■ WHAT IS BEING ASKED ■
What you return should be the complete data below, word for word, with no pictures in it.

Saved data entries

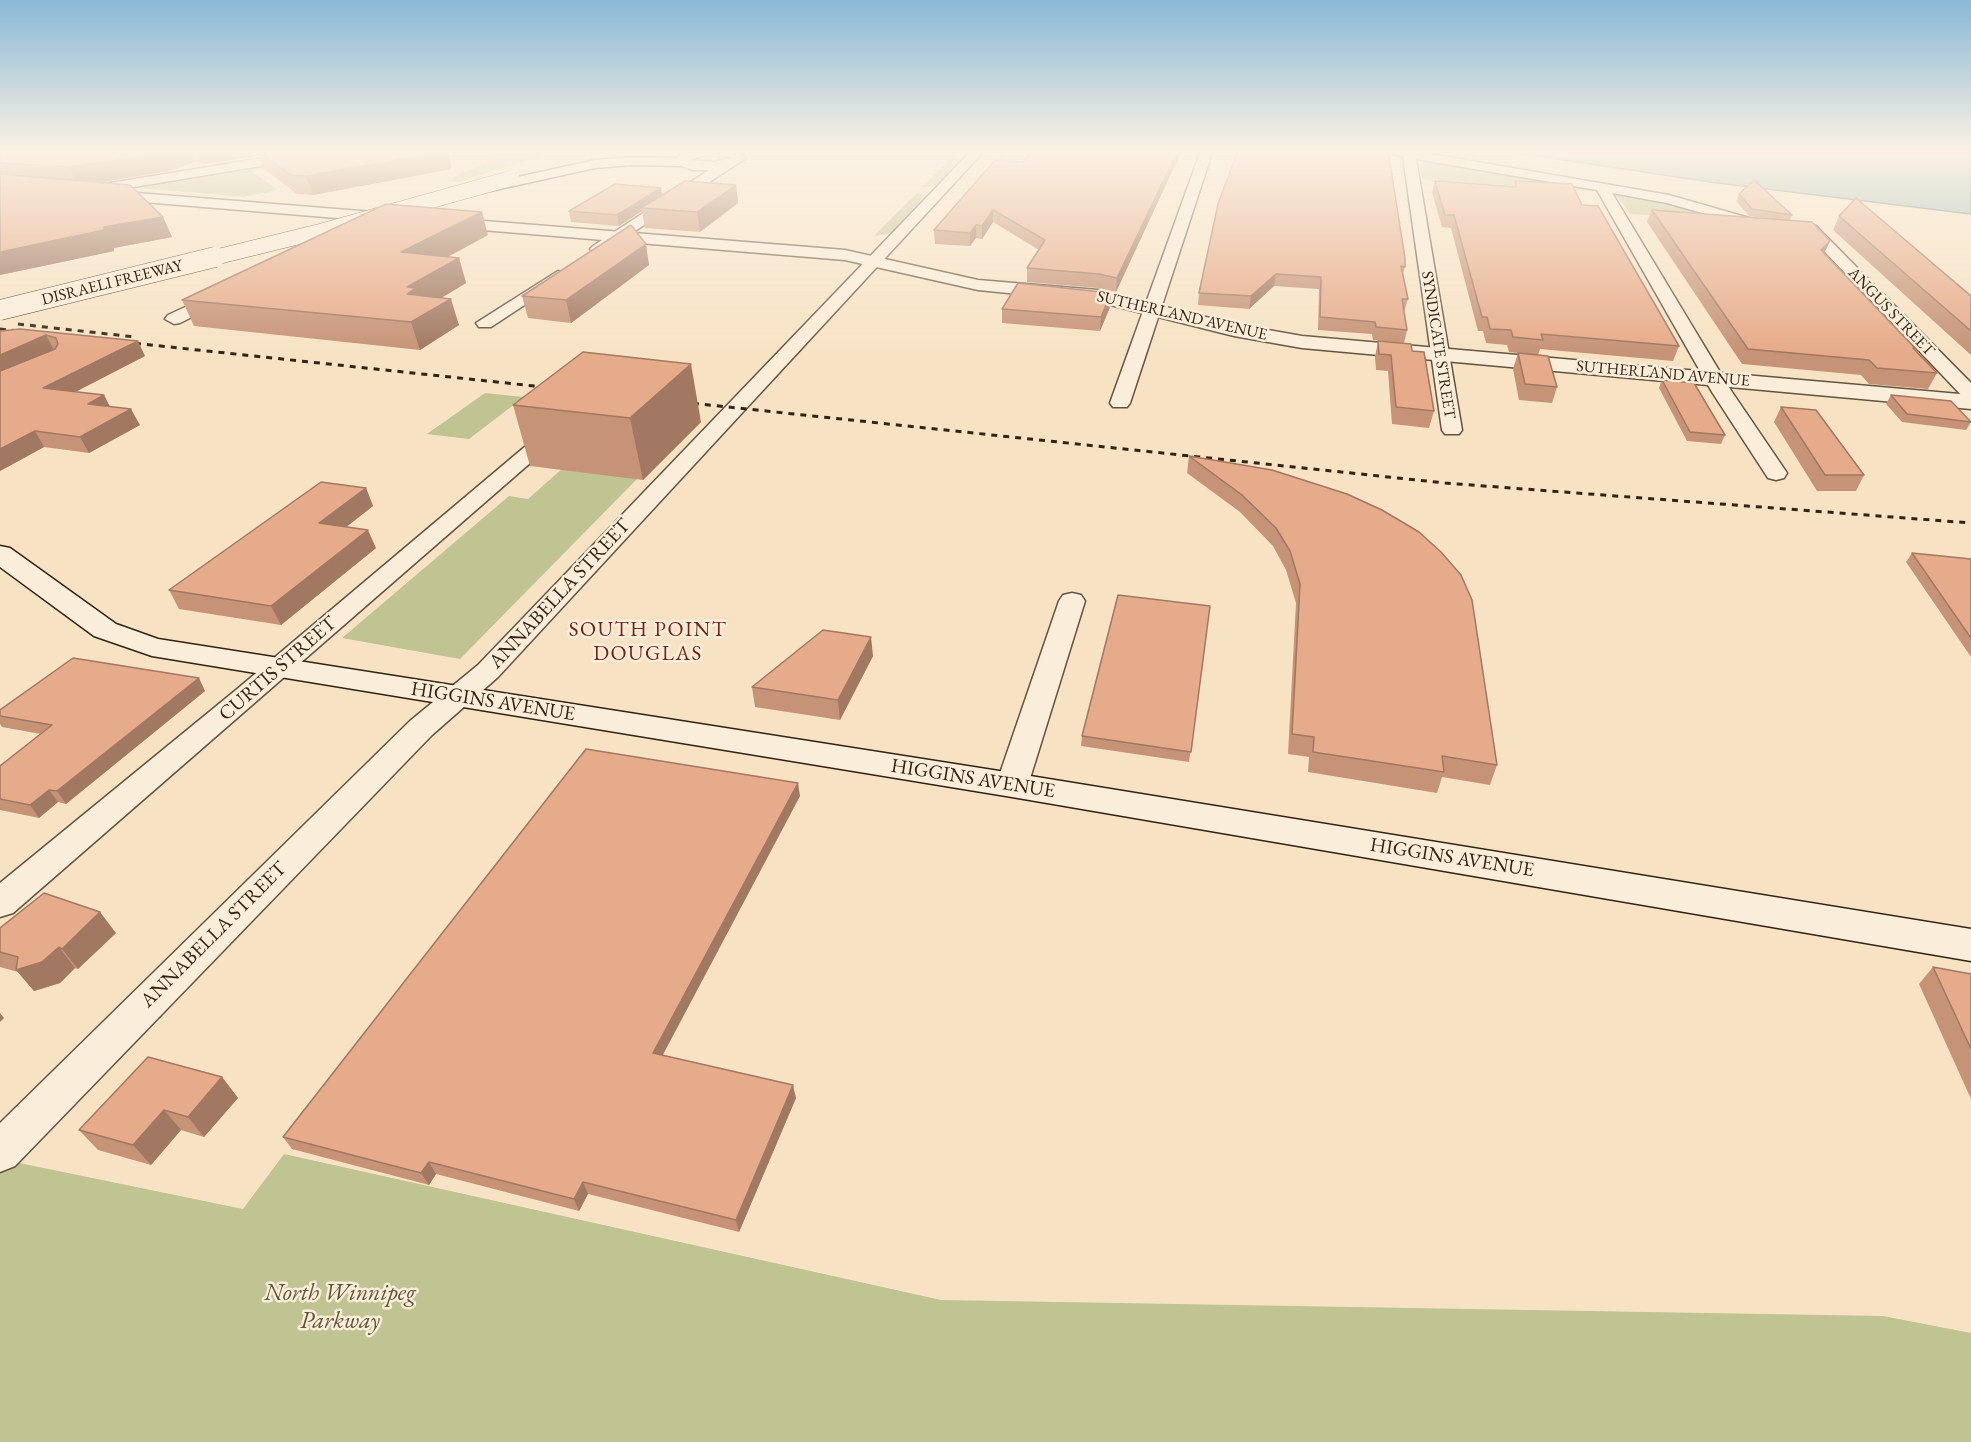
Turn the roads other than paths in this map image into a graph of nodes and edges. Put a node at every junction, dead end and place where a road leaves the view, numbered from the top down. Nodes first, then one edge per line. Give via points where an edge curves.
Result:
1 (350, 217) edge
2 (356, 217) edge
3 (381, 217) edge
4 (385, 217) edge
5 (646, 217) edge
6 (917, 217) edge
7 (1184, 217) edge
8 (1418, 217) edge
9 (1619, 217) edge
10 (1732, 217) edge
11 (620, 235) junction
12 (319, 248) edge
13 (875, 262) junction
14 (236, 288) edge
15 (0, 302) edge
16 (1153, 308) junction
17 (0, 310) edge
18 (174, 319) dead end
19 (485, 324) dead end
20 (1439, 355) junction
21 (1714, 378) junction
22 (1971, 394) edge
23 (1971, 402) edge
24 (1120, 404) dead end
25 (1452, 430) dead end
26 (553, 433) edge
27 (1776, 473) dead end
28 (0, 554) edge
29 (1072, 601) dead end
30 (279, 668) junction
31 (458, 697) junction
32 (1012, 785) junction
33 (0, 903) edge
34 (1971, 945) edge
35 (0, 1152) edge

1 - 15 main road, DISRAELI FREEWAY
2 - 17 main road, DISRAELI FREEWAY, bridge
3 - 12 street
4 - 11 main road, SUTHERLAND AVENUE
5 - 11 street
6 - 13 street, ANNABELLA STREET
7 - 16 street
8 - 20 street, SYNDICATE STREET
9 - 21 street
10 - 22 street, ANGUS STREET via 1762,226 1811,229
11 - 13 main road, SUTHERLAND AVENUE via 845,255
11 - 19 street
13 - 16 main road, SUTHERLAND AVENUE via 978,285 1098,296
13 - 31 street, ANNABELLA STREET via 488,671
14 - 18 street
16 - 20 main road, SUTHERLAND AVENUE via 1262,336
16 - 24 street
20 - 21 main road, SUTHERLAND AVENUE
20 - 25 street, SYNDICATE STREET
21 - 23 main road, SUTHERLAND AVENUE
21 - 27 street
26 - 30 street, CURTIS STREET
28 - 30 main road, HIGGINS AVENUE via 116,637 152,647
29 - 32 street
30 - 31 main road, HIGGINS AVENUE
30 - 33 street, CURTIS STREET
31 - 32 main road, HIGGINS AVENUE
31 - 35 street, ANNABELLA STREET via 413,736
32 - 34 main road, HIGGINS AVENUE

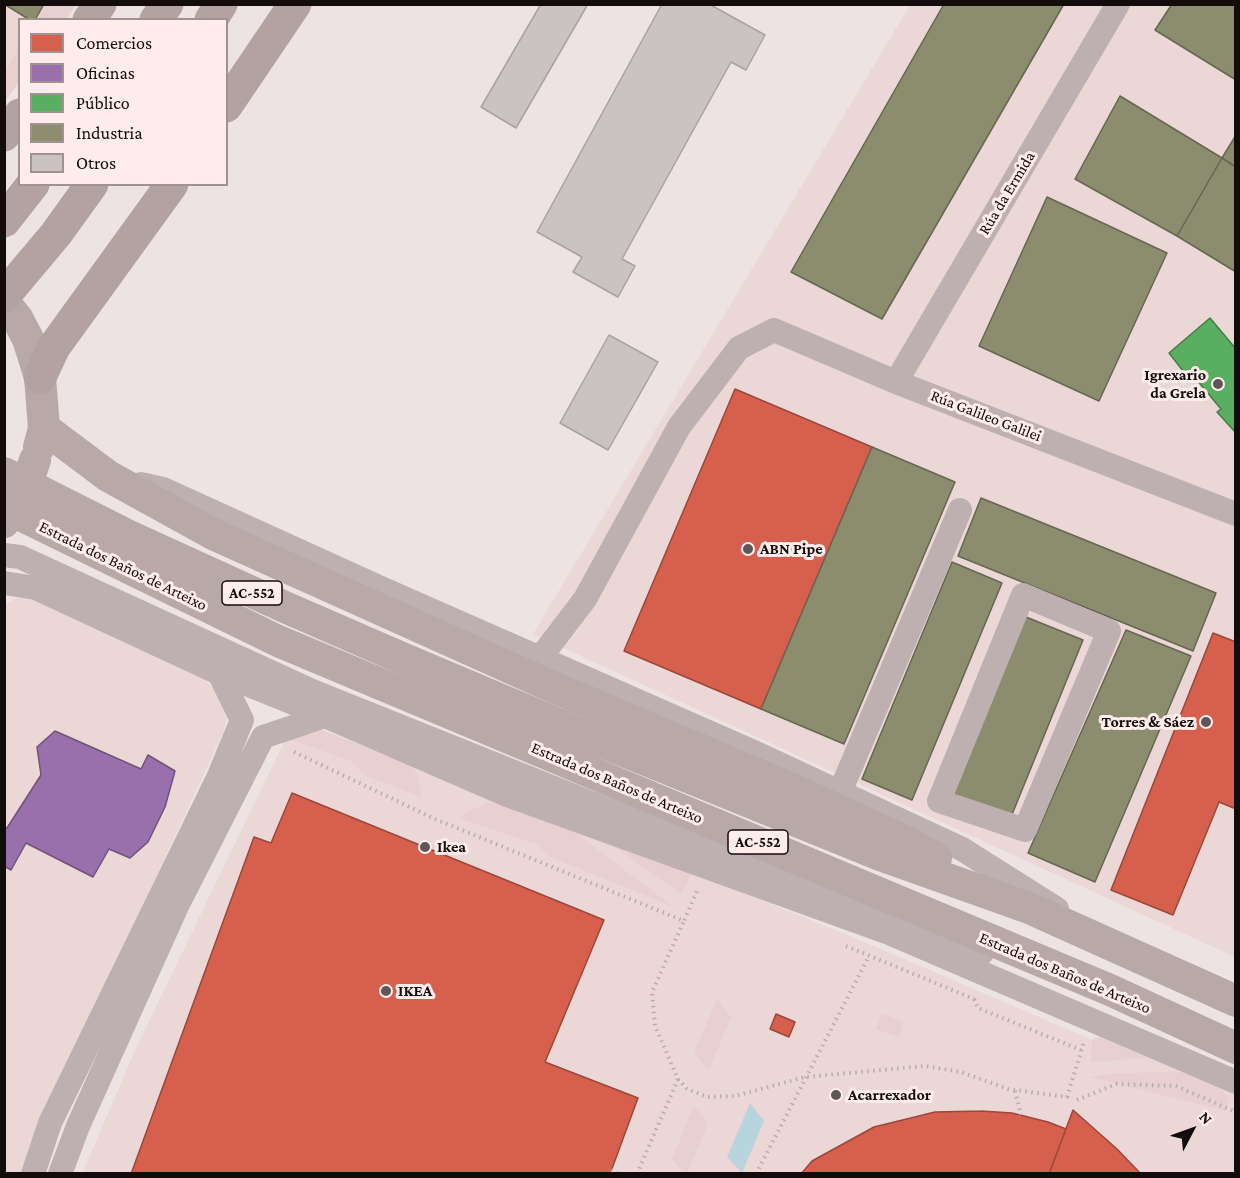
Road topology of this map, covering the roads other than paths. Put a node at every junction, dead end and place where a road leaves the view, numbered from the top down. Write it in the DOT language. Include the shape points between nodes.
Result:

■ TASK OUTPUT ■
Turn the roads other than paths in this map image into a graph of nodes and edges. Put a node at every junction, dead end and place where a road leaves the view, numbered from the top down. Nodes first, then one edge per line. Give via points where an edge curves.
Result:
1 (350, 217) edge
2 (356, 217) edge
3 (381, 217) edge
4 (385, 217) edge
5 (646, 217) edge
6 (917, 217) edge
7 (1184, 217) edge
8 (1418, 217) edge
9 (1619, 217) edge
10 (1732, 217) edge
11 (620, 235) junction
12 (319, 248) edge
13 (875, 262) junction
14 (236, 288) edge
15 (0, 302) edge
16 (1153, 308) junction
17 (0, 310) edge
18 (174, 319) dead end
19 (485, 324) dead end
20 (1439, 355) junction
21 (1714, 378) junction
22 (1971, 394) edge
23 (1971, 402) edge
24 (1120, 404) dead end
25 (1452, 430) dead end
26 (553, 433) edge
27 (1776, 473) dead end
28 (0, 554) edge
29 (1072, 601) dead end
30 (279, 668) junction
31 (458, 697) junction
32 (1012, 785) junction
33 (0, 903) edge
34 (1971, 945) edge
35 (0, 1152) edge

1 - 15 main road, DISRAELI FREEWAY
2 - 17 main road, DISRAELI FREEWAY, bridge
3 - 12 street
4 - 11 main road, SUTHERLAND AVENUE
5 - 11 street
6 - 13 street, ANNABELLA STREET
7 - 16 street
8 - 20 street, SYNDICATE STREET
9 - 21 street
10 - 22 street, ANGUS STREET via 1762,226 1811,229
11 - 13 main road, SUTHERLAND AVENUE via 845,255
11 - 19 street
13 - 16 main road, SUTHERLAND AVENUE via 978,285 1098,296
13 - 31 street, ANNABELLA STREET via 488,671
14 - 18 street
16 - 20 main road, SUTHERLAND AVENUE via 1262,336
16 - 24 street
20 - 21 main road, SUTHERLAND AVENUE
20 - 25 street, SYNDICATE STREET
21 - 23 main road, SUTHERLAND AVENUE
21 - 27 street
26 - 30 street, CURTIS STREET
28 - 30 main road, HIGGINS AVENUE via 116,637 152,647
29 - 32 street
30 - 31 main road, HIGGINS AVENUE
30 - 33 street, CURTIS STREET
31 - 32 main road, HIGGINS AVENUE
31 - 35 street, ANNABELLA STREET via 413,736
32 - 34 main road, HIGGINS AVENUE

Road topology of this map, covering the roads other than paths. Put a node at every junction, dead end and place where a road leaves the view, numbered from the top down. Write it in the DOT language. Include the shape points between nodes.
Result:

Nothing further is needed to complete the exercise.